OFFSHORE: Offshore reports have been limited by the closure of red grouper fishing in state and federal waters since Tuesday, Aug. 30, for the remainder of 2022. Tuesday’s King Fisher trip to depths around 65 feet out of Boca Grande Pass still produced a nice box of lane snapper while bottom fishing with cut squid and herrings, plus a few Spanish mackerel that hit the same baits, freelined in the current with no weights. Lots of red grouper also were released, without comment on size.
FRESHWATER
LAKE TRAFFORD: Lake Trafford Marina reports Airboats and Alligators Capt. Kenny Rogers fished Tuesday with minnows over one of the lake’s offshore gravel beds — part of FWC habitat improvements to provide better spawning habitat, including an area off the Ann Olesky Park Pier — where he caught four crappie, a bluegill and two catfish.
Anglers who have been fishing with live domestic shiners for peacock bass in the canals of the Big Cypress National Preserve seem to have taken last weekend off.
LAKE OKEECHOBEE: Roland Martin Marina & Resort Capt. Bo White reports great bass action with live golden shiners and artificials, while it lasts. Early starts are mandatory. He recommends fishing shallow grass patches all the way around the south end of the lake, from the McMillain Cross to Kreamer Island, and likes Mud Minnow pattern Z-Man Pop Shadz when throwing fake bait. The veteran guide also predicts the last bluegill bedding activity of the year will occur along Observation Shoal around the full moon on Sept. 10: “Cricket time!”
PIC OF THE WEEK
Open season on redfish in Florida’s new South Zone, including all of Southwest Florida, began Thursday.
FISH TIP
Who says Southwest Florida doesn’t have any change of seasons? At the literal eleventh hour the Executive Director of Florida’s Fish and Wildlife Conservation Commission issued an order that keeps the snook season effectively closed until next March. That is, “unless rescinded or extended by subsequent order.” Given the hubbub the extension is sure to cause by salivating snook anglers who have waited four years for another snook dinner, that could happen, too. For now, the green area of the map shows where snook fishing still is by catch and release, only. In other rule changes, redfish harvest opened Thursday in the new Sarasota Bay, Charlotte Harbor and Southwest Regions, with a daily bag limit of one, 18 to 27 inches, and a new vessel limit of two. Trout rules changed too, with the elimination of the six-trout vessel limit, and continuation of the three-trout per angler daily bag limit.
HOT SPOTS
No. 1: Charlotte Harbor’s east side flats for trout and snapper.

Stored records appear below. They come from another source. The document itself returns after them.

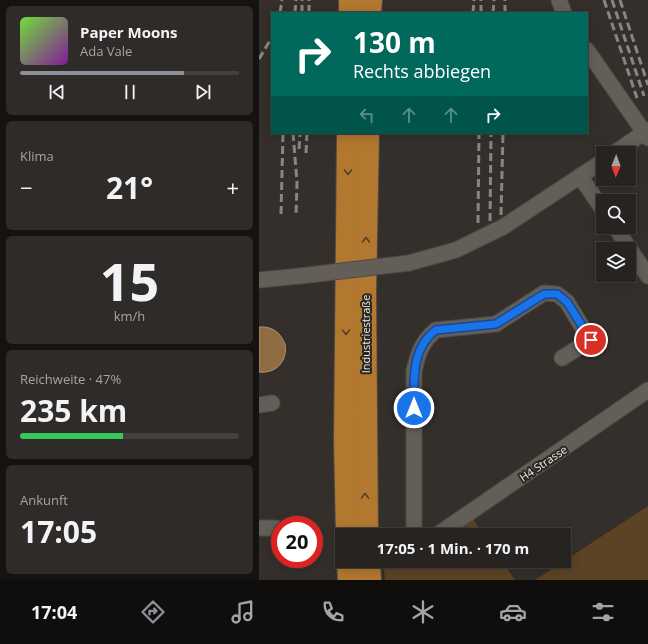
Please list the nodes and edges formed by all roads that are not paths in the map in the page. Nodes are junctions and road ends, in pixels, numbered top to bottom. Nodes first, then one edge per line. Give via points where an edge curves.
1 (350, 0) edge
2 (371, 0) edge
3 (559, 0) edge
4 (350, 12) edge
5 (370, 12) edge
6 (564, 12) edge
7 (588, 51) edge
8 (348, 134) edge
9 (368, 134) edge
10 (647, 134) edge
11 (626, 146) edge
12 (596, 166) edge
13 (580, 176) junction
14 (596, 200) edge
15 (620, 234) edge
16 (648, 276) edge
17 (259, 280) edge
18 (562, 358) dead end
19 (648, 390) edge
20 (259, 528) edge
21 (271, 528) edge
22 (347, 528) edge
23 (367, 528) edge
24 (414, 528) edge
25 (447, 528) edge
26 (348, 568) edge
27 (369, 568) edge
28 (349, 580) edge
29 (370, 580) edge

1 - 4 highway
2 - 5 highway
3 - 6 lane
7 - 10 lane
8 -> 22 highway, Industriestraße via 345,433
23 -> 9 highway, Industriestraße via 365,292
10 - 11 lane
12 - 13 lane
13 - 14 lane
13 - 17 lane, bridge via 503,228 456,250 409,263
15 - 16 lane
18 - 24 lane via 591,340 567,302 557,294 544,294 496,324 436,330 428,336 420,349 414,370
19 - 25 lane, H4 Strasse
20 - 21 lane
26 - 28 highway
27 - 29 highway

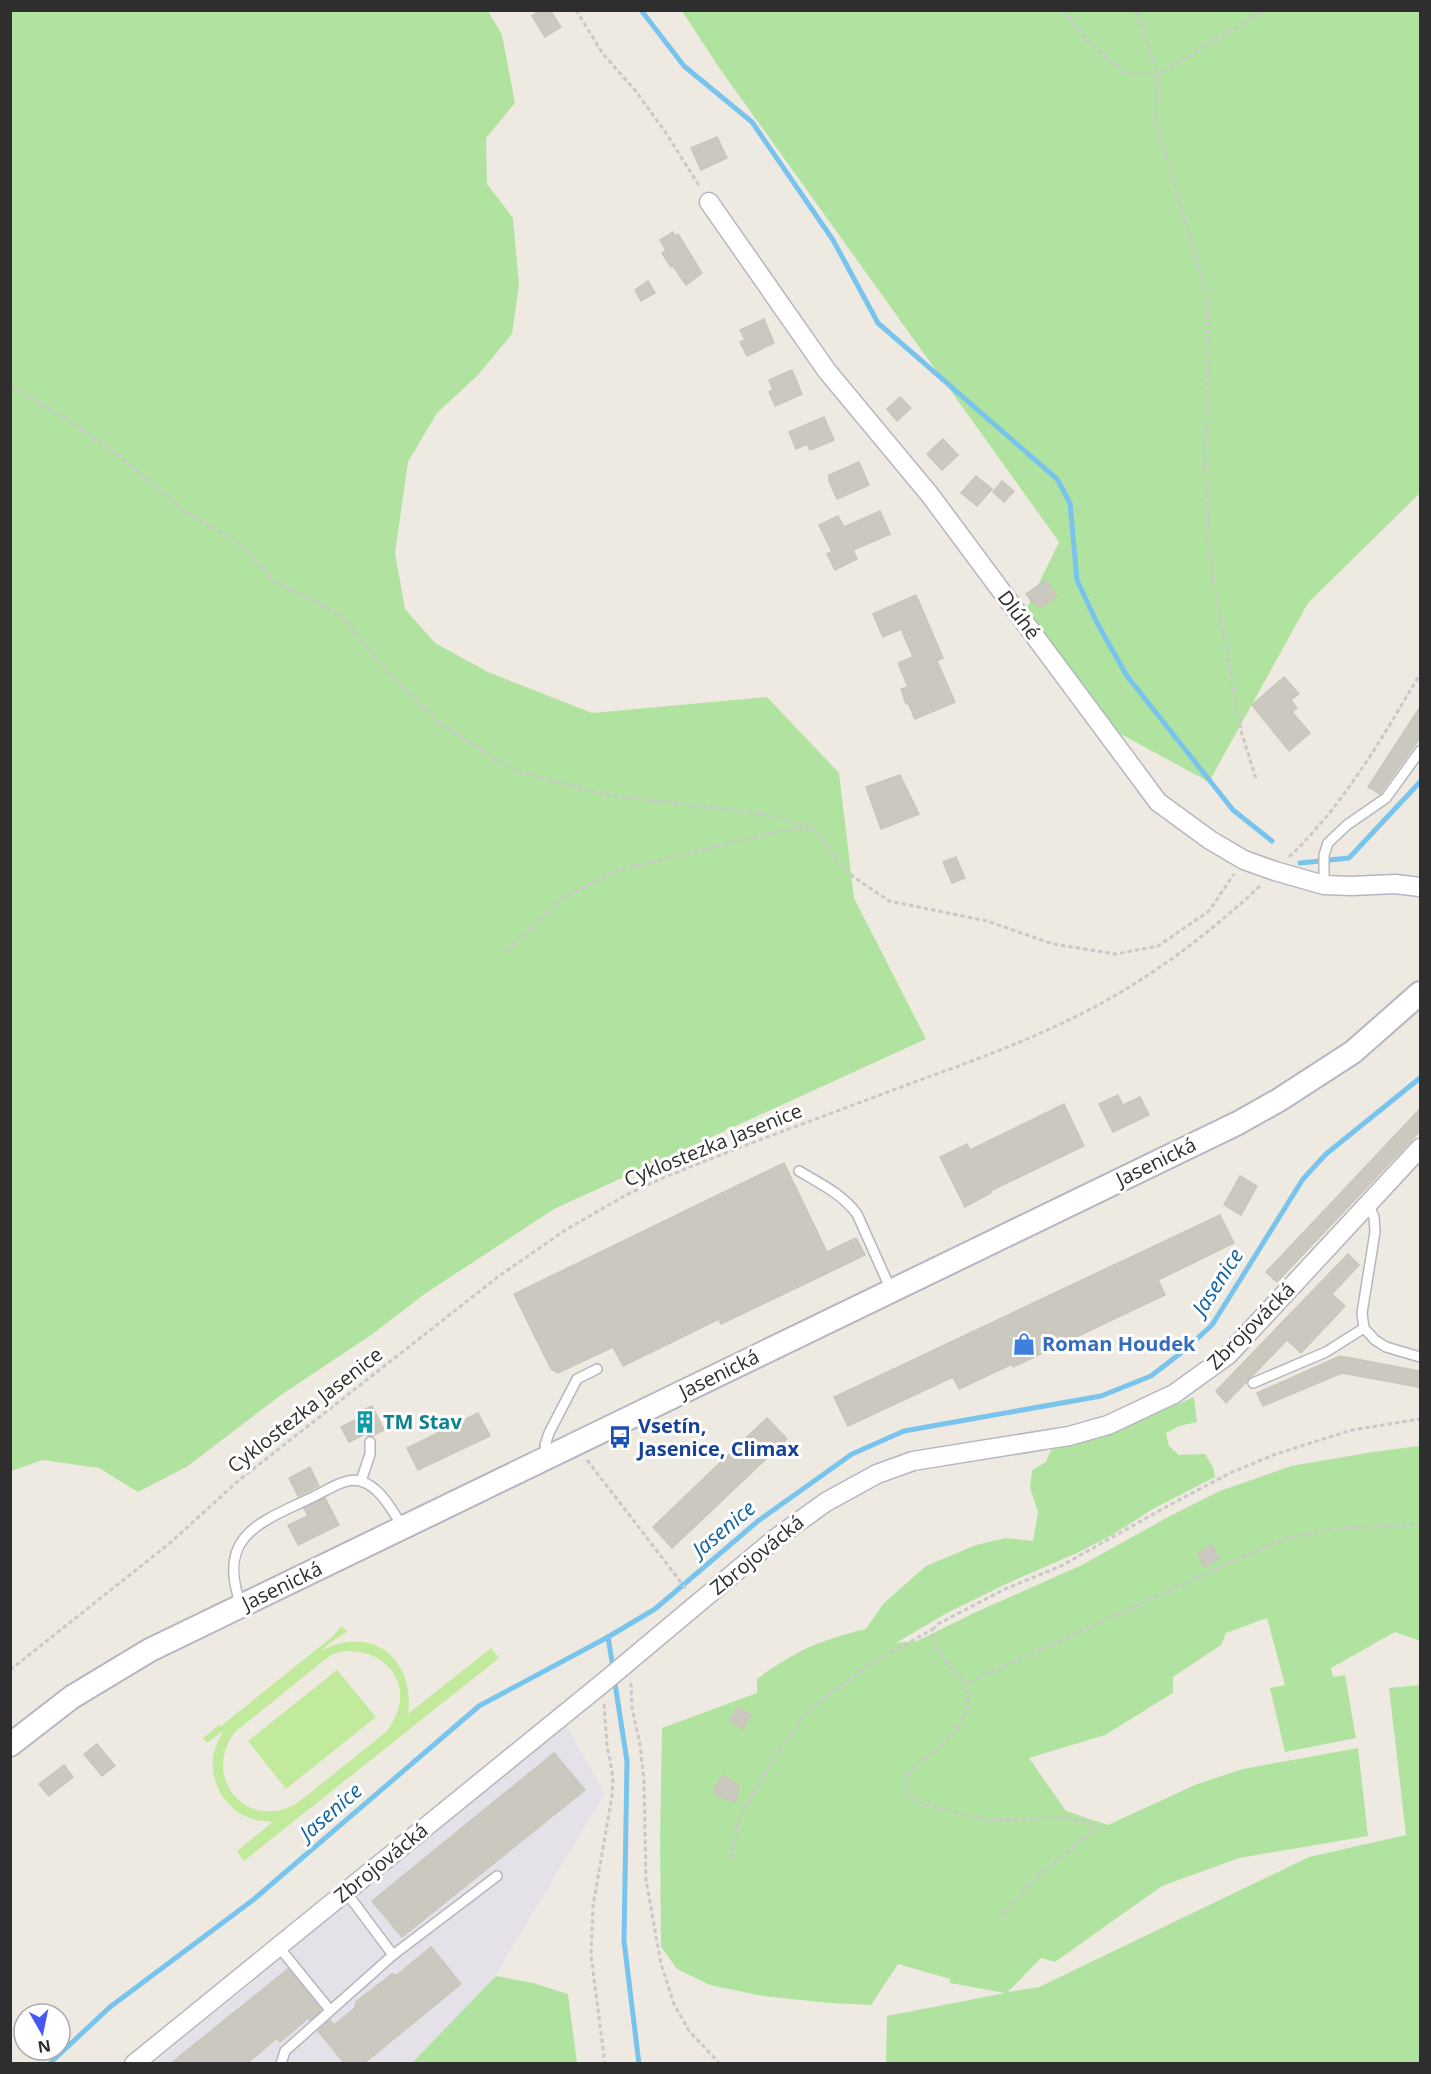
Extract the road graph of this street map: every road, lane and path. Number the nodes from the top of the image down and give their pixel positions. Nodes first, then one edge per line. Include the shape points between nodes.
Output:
1 (576, 10) edge
2 (1064, 10) edge
3 (1136, 10) edge
4 (1264, 10) edge
5 (1158, 75) junction
6 (709, 202) joint
7 (10, 385) edge
8 (1420, 674) edge
9 (1420, 751) edge
10 (1256, 779) dead end
11 (813, 828) junction
12 (1244, 860) junction
13 (1275, 871) junction
14 (1324, 878) junction
15 (1420, 887) edge
16 (507, 951) dead end
17 (1420, 993) edge
18 (1420, 1148) edge
19 (799, 1171) dead end
20 (1368, 1204) junction
21 (891, 1290) junction
22 (1364, 1328) junction
23 (1420, 1357) edge
24 (597, 1369) dead end
25 (1253, 1383) dead end
26 (1420, 1419) edge
27 (370, 1442) dead end
28 (583, 1455) dead end
29 (548, 1457) junction
30 (361, 1481) junction
31 (1420, 1524) edge
32 (403, 1527) junction
33 (687, 1590) dead end
34 (241, 1605) junction
35 (933, 1629) junction
36 (627, 1663) junction
37 (10, 1670) edge
38 (602, 1683) junction
39 (963, 1685) junction
40 (10, 1745) edge
41 (731, 1858) dead end
42 (497, 1876) dead end
43 (346, 1892) junction
44 (1001, 1916) dead end
45 (278, 1946) junction
46 (393, 1955) junction
47 (330, 2010) junction
48 (134, 2064) edge
49 (281, 2064) edge
50 (605, 2064) edge
51 (720, 2064) edge

1 - 6 path via 603,54 664,130
2 - 5 path via 1088,42 1126,74
3 - 5 path
4 - 5 path
5 - 10 path via 1156,122 1207,296 1205,454 1209,554 1241,731
6 - 12 street, Dlúhé via 827,371 930,495 1158,802
7 - 11 path via 69,420 129,463 185,512 237,542 276,582 341,615 391,676 444,726 512,770 607,795 764,814
8 - 13 path, Cyklostezka Jasenice via 1345,793
9 - 14 lane via 1393,791 1328,843
11 - 12 path via 848,873 889,901 987,921 1053,944 1116,954 1158,946 1209,911
11 - 16 path via 789,829 618,870 560,900
12 - 13 street, Dlúhé
13 - 14 street, Dlúhé
13 - 37 path, Cyklostezka Jasenice via 1222,921 1173,959 1064,1023 665,1177 567,1229 499,1276 238,1481 170,1542
14 - 15 street, Dlúhé via 1352,886
17 - 21 street, Jasenická via 1353,1052 1279,1101
18 - 20 street, Zbrojovácká
19 - 21 lane via 838,1193 852,1207
20 - 22 lane via 1375,1232 1362,1313
20 - 36 street, Zbrojovácká via 1228,1355 1174,1394 1108,1425 913,1461 877,1474 783,1532
21 - 29 street, Jasenická
22 - 23 lane via 1386,1347
22 - 25 lane via 1326,1352
24 - 29 lane via 577,1379 549,1433 545,1445
26 - 35 path via 1352,1430 1230,1473 1061,1566 1005,1589
27 - 30 lane
28 - 33 path
29 - 32 street, Jasenická
30 - 32 lane via 377,1491
30 - 34 lane via 333,1487 262,1522 243,1537 234,1574
31 - 39 path via 1329,1530 1284,1539
32 - 34 street, Jasenická
34 - 40 street, Jasenická via 133,1659 72,1697
35 - 39 path via 934,1646
35 - 41 path via 870,1664 804,1715 740,1817
36 - 38 street, Zbrojovácká
36 - 51 path via 644,1781 646,1880 661,1964 674,2004 689,2031
38 - 43 street, Zbrojovácká
38 - 50 path via 613,1777 593,1906 591,1955
39 - 44 path via 968,1700 963,1722 908,1773 908,1795 921,1803 985,1820 1070,1818 1096,1828 1037,1877
42 - 46 lane
43 - 45 street, Zbrojovácká
43 - 46 lane
45 - 47 lane
45 - 48 street, Zbrojovácká
46 - 47 lane
47 - 49 lane via 285,2051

No. 2: Upper Pine Island Sound and Matlacha Pass for redfish and trout
No. 3: Offshore for lane snapper and mixed panfish.
No. 4: Trout on southeastern Pine Island Sound flats.
No. 5: Estero Bay for redfish.
No. 6: Big Hickory Pass docks for catch-and-release snook.
No. 7: Lake Trafford for mixed fish fry fodder over gravel beds.
LAKE OKEECHOBEE
No. 1: Observation Shoal for bluegill around next week’s full moon.
No. 2: Outside grass patches for bass.